En relación a la suplementación con melatonina, se ha demostrado que es un método seguro y eficaz para mejorar la latencia, la duración y la calidad del inicio del sueño en los niños, adolescentes, adultos mayores y mujeres posmenopáusicas. Además, el uso constante de melatonina produce una tasa de rebote muy baja4.
En cuanto a su administración exógena, la melatonina tiene una cinética lineal. Su absorción es rápida y alcanza el pico de dosis en unos 40 min. La absorción se enlentece si hay comida en el estómago. El metabolismo de la melatonina es rápido. Tras una administración oral de melatonina de liberación inmediata, su vida media oscila entre 45 y 65 min. Al incrementar la dosis se observa un retraso en el pico máximo y un alargamiento de la vida media por ello se debe de administrar antes con respecto al momento de acostarse.
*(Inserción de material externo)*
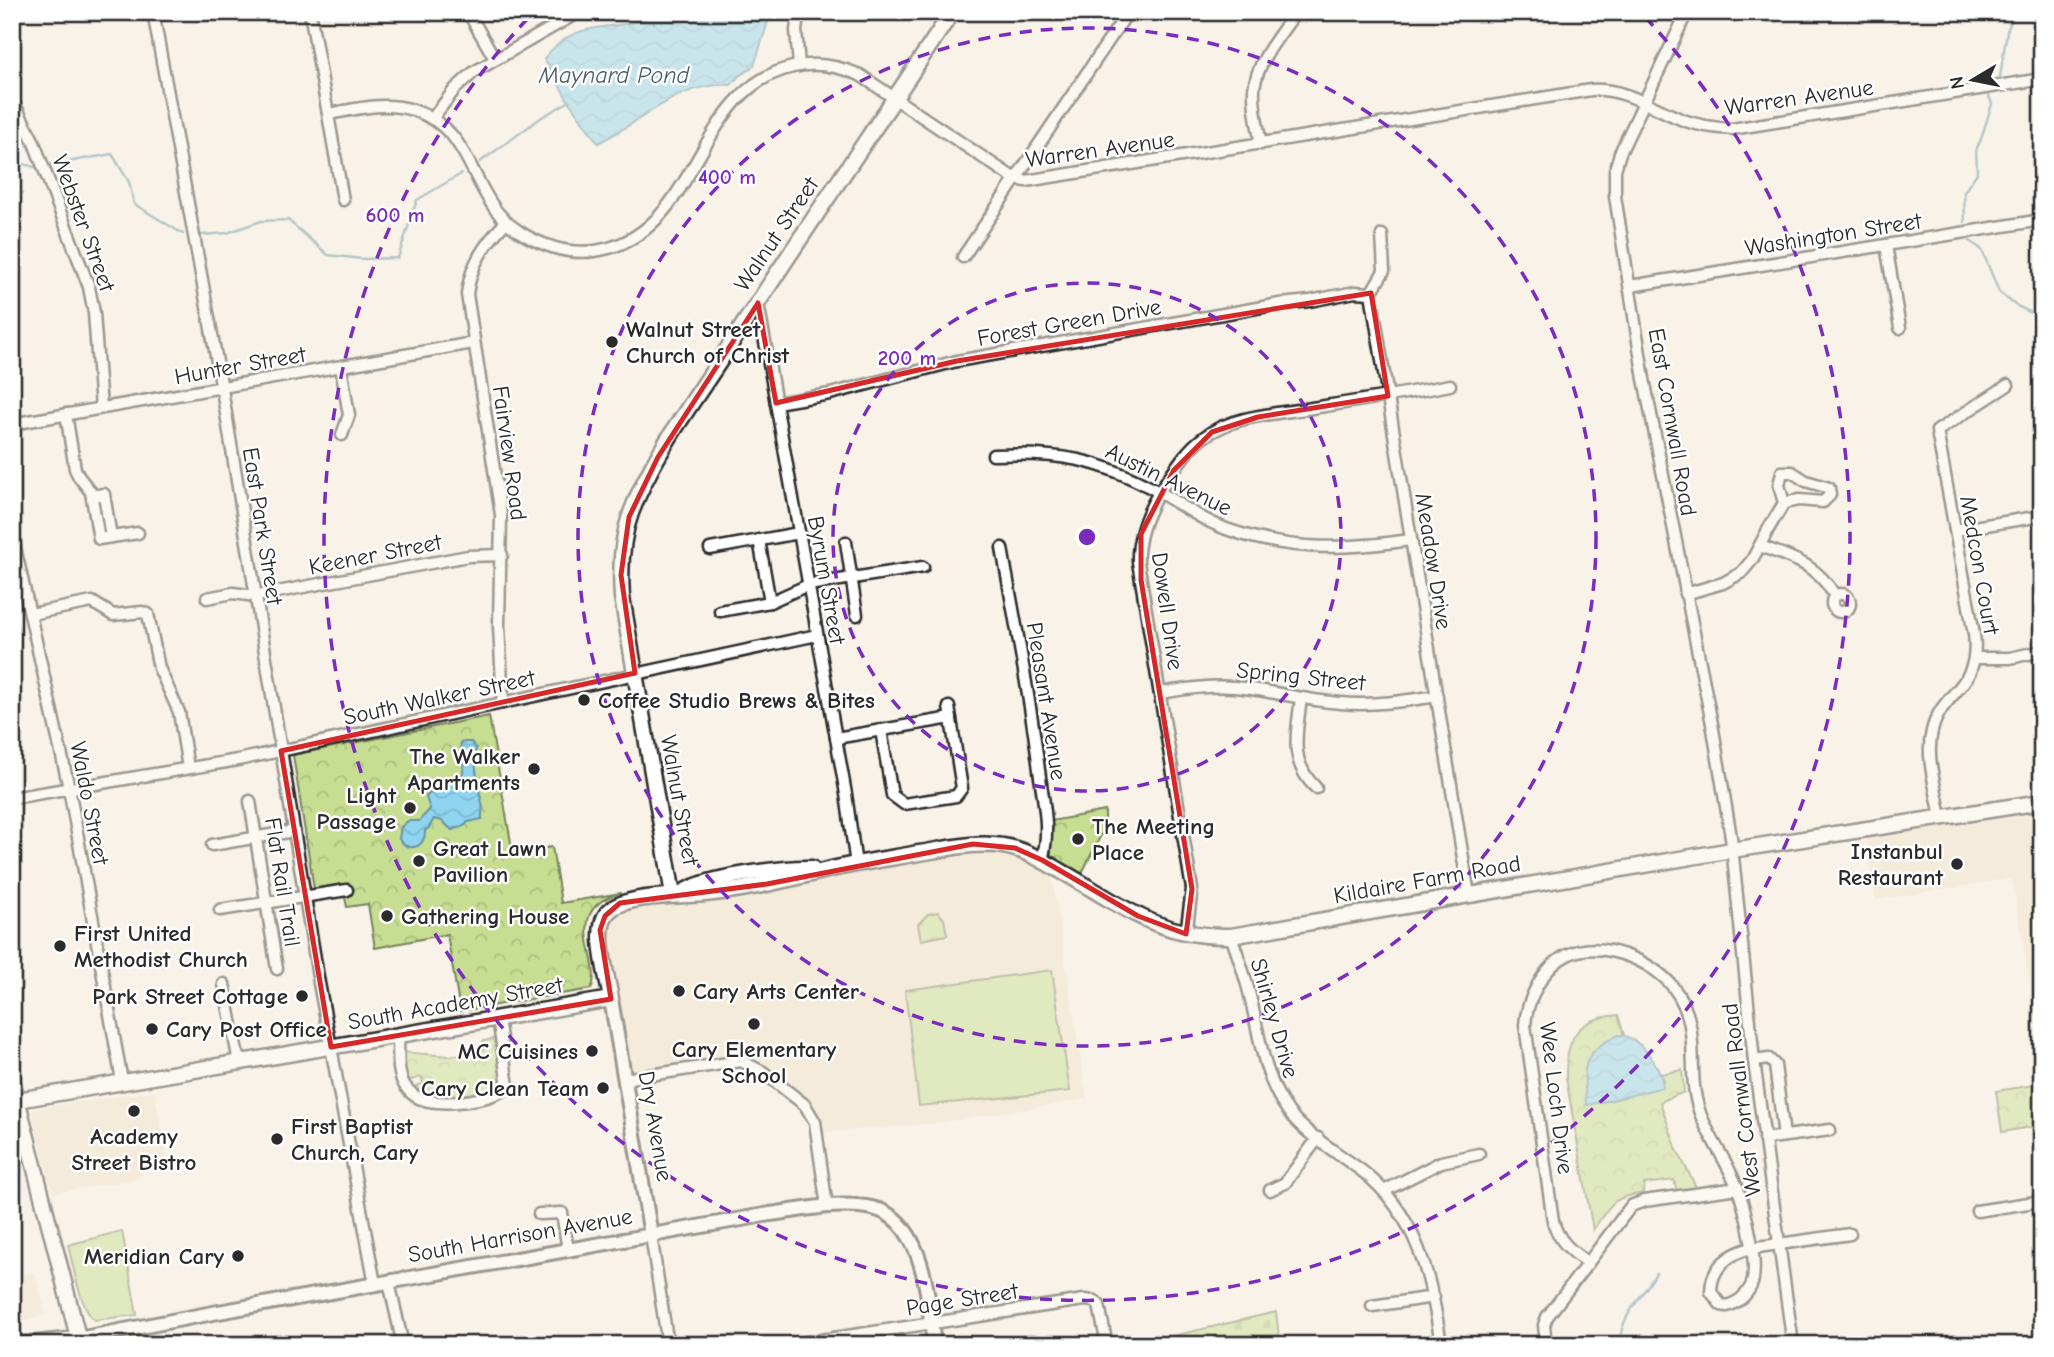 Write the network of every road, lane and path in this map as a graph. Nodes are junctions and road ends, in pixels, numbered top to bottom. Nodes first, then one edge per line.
1 (153, 12) edge
2 (310, 12) edge
3 (468, 12) edge
4 (579, 12) edge
5 (799, 12) edge
6 (952, 12) edge
7 (1128, 12) edge
8 (1296, 12) edge
9 (1687, 12) edge
10 (495, 59) junction
11 (799, 66) junction
12 (2042, 79) edge
13 (895, 97) junction
14 (12, 99) edge
15 (1643, 102) junction
16 (329, 114) junction
17 (432, 118) junction
18 (1261, 144) junction
19 (1015, 179) junction
20 (343, 200) dead end
21 (2042, 220) edge
22 (506, 222) junction
23 (1382, 235) dead end
24 (1886, 245) junction
25 (963, 257) dead end
26 (1630, 286) junction
27 (1371, 293) junction
28 (758, 303) junction
29 (1900, 328) dead end
30 (473, 343) junction
31 (341, 367) junction
32 (1450, 385) dead end
33 (2007, 385) dead end
34 (222, 389) junction
35 (1388, 396) junction
36 (776, 403) junction
37 (101, 408) junction
38 (66, 414) junction
39 (12, 424) edge
40 (342, 436) dead end
41 (993, 456) dead end
42 (1159, 492) junction
43 (1784, 503) junction
44 (2042, 516) edge
45 (1955, 530) junction
46 (138, 533) dead end
47 (799, 533) junction
48 (12, 534) edge
49 (760, 540) junction
50 (1411, 540) junction
51 (846, 542) dead end
52 (1760, 546) junction
53 (1002, 548) dead end
54 (710, 549) dead end
55 (15, 555) edge
56 (502, 555) junction
57 (923, 567) dead end
58 (851, 578) junction
59 (808, 585) junction
60 (1685, 594) junction
61 (256, 596) junction
62 (1835, 596) dead end
63 (207, 598) dead end
64 (770, 602) junction
65 (720, 611) dead end
66 (31, 614) junction
67 (857, 615) dead end
68 (817, 635) junction
69 (2042, 651) edge
70 (1976, 658) junction
71 (635, 673) junction
72 (1160, 693) junction
73 (1437, 696) junction
74 (1301, 698) junction
75 (503, 704) junction
76 (881, 730) junction
77 (835, 738) junction
78 (281, 751) junction
79 (188, 768) junction
80 (1316, 788) dead end
81 (69, 789) junction
82 (12, 798) edge
83 (250, 801) dead end
84 (2042, 802) edge
85 (1941, 818) junction
86 (294, 831) junction
87 (256, 837) junction
88 (212, 845) dead end
89 (1732, 850) junction
90 (1042, 860) junction
91 (856, 864) junction
92 (347, 890) dead end
93 (675, 895) junction
94 (1469, 895) junction
95 (304, 897) junction
96 (267, 903) junction
97 (220, 910) dead end
98 (605, 916) joint
99 (1186, 934) junction
100 (1231, 936) junction
101 (277, 969) dead end
102 (224, 984) dead end
103 (611, 999) junction
104 (498, 1018) junction
105 (398, 1037) junction
106 (331, 1047) junction
107 (1754, 1060) junction
108 (239, 1062) junction
109 (12, 1079) edge
110 (624, 1079) junction
111 (121, 1081) junction
112 (15, 1101) edge
113 (1830, 1130) dead end
114 (1784, 1136) junction
115 (1318, 1138) junction
116 (1764, 1139) junction
117 (1479, 1154) dead end
118 (1738, 1188) junction
119 (1270, 1190) dead end
120 (1384, 1191) junction
121 (2042, 1201) edge
122 (827, 1207) junction
123 (1977, 1211) dead end
124 (539, 1214) dead end
125 (1850, 1234) dead end
126 (651, 1235) junction
127 (1779, 1245) junction
128 (1751, 1248) junction
129 (568, 1250) junction
130 (1588, 1263) junction
131 (389, 1282) junction
132 (375, 1284) junction
133 (1434, 1297) junction
134 (1372, 1306) dead end
135 (931, 1323) junction
136 (79, 1342) edge
137 (19, 1345) edge
138 (403, 1345) edge
139 (668, 1345) edge
140 (788, 1345) edge
141 (934, 1345) edge
142 (1107, 1345) edge
143 (1441, 1345) edge
144 (1546, 1345) edge
145 (1793, 1345) edge

1 - 34 street, East Park Street
2 - 16 street
3 - 10 street
4 - 10 street
5 - 11 street
6 - 13 main road, Walnut Street
7 - 19 street
8 - 18 street
9 - 15 street, East Cornwall Road
10 - 17 street
11 - 13 street, Warren Avenue
11 - 22 street, Warren Avenue
12 - 15 street, Warren Avenue
13 - 19 street, Warren Avenue
13 - 28 main road, Walnut Street
14 - 37 street, Webster Street
15 - 18 street, Warren Avenue
15 - 26 street, East Cornwall Road
16 - 17 street, Warren Avenue
16 - 20 street
17 - 22 street, Warren Avenue
18 - 19 street, Warren Avenue
19 - 25 street
21 - 24 street, Washington Street
22 - 30 street, Fairview Road
23 - 27 street
24 - 26 street, Washington Street
24 - 29 street
26 - 60 street, East Cornwall Road
27 - 35 street, Meadow Drive
27 - 36 street, Forest Green Drive
28 - 36 street, Byrum Street
28 - 71 main road, Walnut Street
30 - 31 street, Hunter Street
30 - 56 street, Fairview Road
31 - 34 street, Hunter Street
31 - 40 street
32 - 35 street, Dowell Drive
33 - 45 street, Medcon Court
34 - 37 street, Hunter Street
34 - 61 street, East Park Street
35 - 42 street, Dowell Drive
35 - 50 street, Meadow Drive
36 - 47 street, Byrum Street
37 - 38 street, Hunter Street
38 - 39 street, Hunter Street
38 - 46 street
41 - 42 street, Austin Avenue
42 - 50 street, Austin Avenue
42 - 72 street, Dowell Drive
43 - 43 street
43 - 52 street
44 - 45 street
45 - 70 street, Medcon Court
47 - 49 street
47 - 59 street, Byrum Street
48 - 55 street, Waldo Street
49 - 54 street
49 - 64 street
50 - 73 street, Meadow Drive
51 - 58 street
52 - 60 street
52 - 62 street
53 - 90 street, Pleasant Avenue
55 - 66 street, Waldo Street
56 - 61 street, Keener Street
56 - 75 street, Fairview Road
57 - 58 street
58 - 59 street
58 - 67 street
59 - 64 street
59 - 68 street, Byrum Street
60 - 89 street, East Cornwall Road
61 - 63 street, Keener Street
61 - 78 street, East Park Street
64 - 65 street
66 - 79 street
66 - 81 street, Waldo Street
68 - 71 street, South Walker Street
68 - 77 street, Byrum Street
69 - 70 street
70 - 85 street, Medcon Court
71 - 75 street, South Walker Street
71 - 93 main road, Walnut Street
72 - 74 street, Spring Street
72 - 99 street, Dowell Drive
73 - 74 street, Spring Street
73 - 94 street, Meadow Drive
74 - 80 street
75 - 78 street, South Walker Street
76 - 76 street
76 - 77 street
77 - 91 street, Byrum Street
78 - 79 street, South Walker Street
78 - 86 street, East Park Street
79 - 81 street, South Walker Street
81 - 82 street, South Walker Street
81 - 111 street, Waldo Street
83 - 87 street, Flat Rail Trail
84 - 85 main road, Kildaire Farm Road
85 - 89 main road, Kildaire Farm Road
86 - 87 street
86 - 95 street, East Park Street
87 - 88 street
87 - 96 street, Flat Rail Trail
89 - 94 main road, Kildaire Farm Road
89 - 107 street, West Cornwall Road
90 - 91 main road, Kildaire Farm Road
90 - 99 main road, Kildaire Farm Road
91 - 93 main road, Kildaire Farm Road
92 - 95 street
93 - 98 main road, Kildaire Farm Road
94 - 100 main road, Kildaire Farm Road
95 - 96 street
95 - 106 street, East Park Street
96 - 97 street
96 - 101 street, Flat Rail Trail
98 - 103 main road, Dry Avenue
99 - 100 main road, Kildaire Farm Road
100 - 115 street, Shirley Drive
102 - 108 street
103 - 104 main road, South Academy Street
103 - 110 street, Dry Avenue
104 - 105 main road, South Academy Street
104 - 105 street
105 - 106 main road, South Academy Street
106 - 108 main road, South Academy Street
106 - 132 street, East Park Street
107 - 114 street
107 - 116 street, West Cornwall Road
108 - 111 main road, South Academy Street
109 - 112 main road
110 - 122 street
110 - 126 street, Dry Avenue
111 - 112 main road, South Academy Street
112 - 136 main road
113 - 114 street
114 - 116 street
115 - 119 street
115 - 120 street, Shirley Drive
116 - 127 street, West Cornwall Road
117 - 120 street
118 - 128 street, Wee Loch Drive
118 - 130 street
118 - 130 street, Wee Loch Drive
120 - 133 street, Shirley Drive
121 - 123 street
122 - 126 street, South Harrison Avenue
122 - 135 street, South Harrison Avenue
124 - 129 street
125 - 127 street
126 - 129 street, South Harrison Avenue
126 - 139 street, Dry Avenue
127 - 128 street
127 - 145 street, West Cornwall Road
128 - 128 street, Wee Loch Drive
129 - 131 street, South Harrison Avenue
130 - 144 street
131 - 132 street, South Harrison Avenue
131 - 138 street
132 - 136 street, South Harrison Avenue
133 - 134 street
133 - 143 street, Shirley Drive
135 - 140 street, Page Street
135 - 141 street, South Harrison Avenue
135 - 142 street, Page Street
136 - 137 main road, South Harrison Avenue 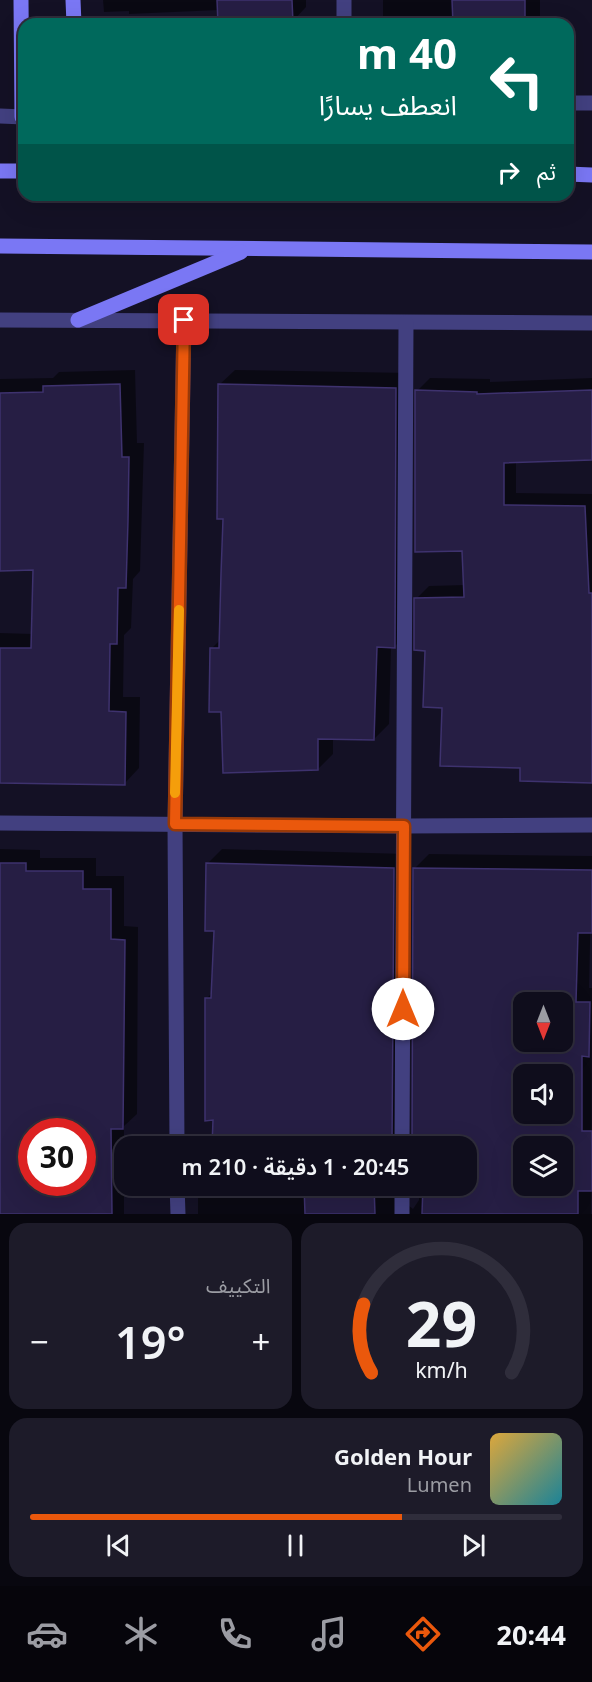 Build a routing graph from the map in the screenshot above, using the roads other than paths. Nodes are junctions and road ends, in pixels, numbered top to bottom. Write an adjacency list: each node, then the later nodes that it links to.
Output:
1 (21, 0): 4 (street)
2 (73, 0): 5 (street)
3 (344, 0): 6 (street)
4 (21, 18)
5 (74, 18)
6 (344, 18)
7 (574, 103): 8 (street)
8 (592, 103)
9 (0, 117): 10 (street)
10 (18, 117)
11 (0, 171): 12 (street)
12 (18, 171)
13 (574, 174): 14 (street)
14 (592, 175)
15 (0, 246): 16 (street)
16 (248, 248): 17 (street); 19 (street)
17 (592, 252)
18 (0, 320): 19 (street)
19 (78, 320): 20 (street)
20 (184, 320): 21 (street); 24 (street)
21 (406, 323): 22 (street); 26 (street)
22 (592, 323)
23 (0, 823): 24 (street)
24 (175, 824): 26 (street); 27 (street)
25 (592, 825): 26 (street)
26 (404, 826): 28 (street)
27 (177, 1136)
28 (402, 1136)
29 (177, 1196): 31 (street)
30 (402, 1196): 32 (street)
31 (178, 1214)
32 (402, 1214)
Existen diferentes presentaciones, aquellas que son de liberación prolongada son más eficaces para el mantenimiento del sueño, sin embargo, las deliberación rápida son más adecuadas para la inducción del sueño. Este tipo de presentación alcanza en pocos minutos su pico de dosis, ejerciendo el efecto hipnótico.
En cuanto a su efectividad para el tratamiento del insomnio en adultos y ancianos la bibliografía difiere. Algunos estudios indican que puede reducir la latencia de inicio del sueño y mejora su calidad, otros estudios no encontraron diferencia con respecto al grupo de control4,5.
En el insomnio del anciano, estudios si recomiendan su uso, tanto para tratar el insomnio conciliación como el de mantenimiento, sin embargo, se recomienda limitar su uso a 13 semanas como máxima dosis recomendada y advertir del efecto adverso que pueden generar aquellos comprimidos de liberación prolongada, ya que es posible causar sedación residual6.
En el insomnio infantil, es el fármaco de primera elección ya que disminuye la latencia del sueño. Sin embargo, hay pocos estudios que avalan su inocuidad a medio y largo plazo cuando su administración se alarga en el tiempo. Cuando se emplea de forma única, ocasiona una vuelta al problema inicial en el 90% de los casos7.
CONCLUSIONES
En conclusión, la melatonina juega un papel crucial en el desarrollo del insomnio. Sin embargo, su uso como suplemento alimenticio o como fármaco sigue siendo incierto para poder recomendarlo como parte del tratamiento y se necesita una mayor investigación sobre su efectividad.